(Brief):
Which lines below hold the word "JSON"? Report each one.

(Task inputs):
§ §
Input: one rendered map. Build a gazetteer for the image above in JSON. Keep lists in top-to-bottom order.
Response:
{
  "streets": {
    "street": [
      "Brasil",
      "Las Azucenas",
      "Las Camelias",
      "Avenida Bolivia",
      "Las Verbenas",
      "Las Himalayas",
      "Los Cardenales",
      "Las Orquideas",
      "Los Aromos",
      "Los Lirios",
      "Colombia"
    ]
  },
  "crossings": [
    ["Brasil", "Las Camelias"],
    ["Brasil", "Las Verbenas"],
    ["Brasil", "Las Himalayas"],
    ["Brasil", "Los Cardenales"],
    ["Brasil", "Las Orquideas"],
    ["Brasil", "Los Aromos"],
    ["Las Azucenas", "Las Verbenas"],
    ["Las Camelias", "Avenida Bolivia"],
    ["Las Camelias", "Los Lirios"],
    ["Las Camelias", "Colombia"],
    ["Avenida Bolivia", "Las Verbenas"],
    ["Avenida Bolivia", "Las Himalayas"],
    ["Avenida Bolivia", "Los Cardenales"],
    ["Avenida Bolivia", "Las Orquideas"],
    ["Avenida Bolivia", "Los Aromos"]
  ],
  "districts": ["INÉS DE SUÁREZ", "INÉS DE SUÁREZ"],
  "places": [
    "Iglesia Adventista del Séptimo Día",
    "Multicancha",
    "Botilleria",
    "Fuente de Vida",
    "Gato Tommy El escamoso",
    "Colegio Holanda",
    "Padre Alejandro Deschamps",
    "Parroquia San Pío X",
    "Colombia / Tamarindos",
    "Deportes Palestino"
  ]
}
§ §
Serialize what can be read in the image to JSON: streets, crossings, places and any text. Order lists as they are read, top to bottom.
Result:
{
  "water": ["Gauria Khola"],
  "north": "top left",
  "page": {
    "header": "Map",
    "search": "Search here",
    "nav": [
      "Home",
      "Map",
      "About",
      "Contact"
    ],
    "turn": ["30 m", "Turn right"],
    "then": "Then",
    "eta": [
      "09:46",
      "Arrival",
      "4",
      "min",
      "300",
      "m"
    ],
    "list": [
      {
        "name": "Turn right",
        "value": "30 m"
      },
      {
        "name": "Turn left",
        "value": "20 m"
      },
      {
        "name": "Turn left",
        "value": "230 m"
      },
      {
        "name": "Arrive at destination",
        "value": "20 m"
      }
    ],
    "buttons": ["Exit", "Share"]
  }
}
§ §
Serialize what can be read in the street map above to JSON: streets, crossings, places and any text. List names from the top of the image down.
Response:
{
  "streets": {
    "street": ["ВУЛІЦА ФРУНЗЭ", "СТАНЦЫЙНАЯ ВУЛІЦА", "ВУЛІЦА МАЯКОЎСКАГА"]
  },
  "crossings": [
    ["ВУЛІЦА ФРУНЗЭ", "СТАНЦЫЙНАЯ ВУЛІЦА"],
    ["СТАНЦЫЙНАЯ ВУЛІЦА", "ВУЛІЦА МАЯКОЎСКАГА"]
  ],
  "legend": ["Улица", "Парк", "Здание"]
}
§ §
(Result of this exercise):
Input: one rendered map. Build a gazetteer for the image above in JSON. Keep lists in top-to-bottom order.
Serialize what can be read in the image to JSON: streets, crossings, places and any text. Order lists as they are read, top to bottom.
Serialize what can be read in the street map above to JSON: streets, crossings, places and any text. List names from the top of the image down.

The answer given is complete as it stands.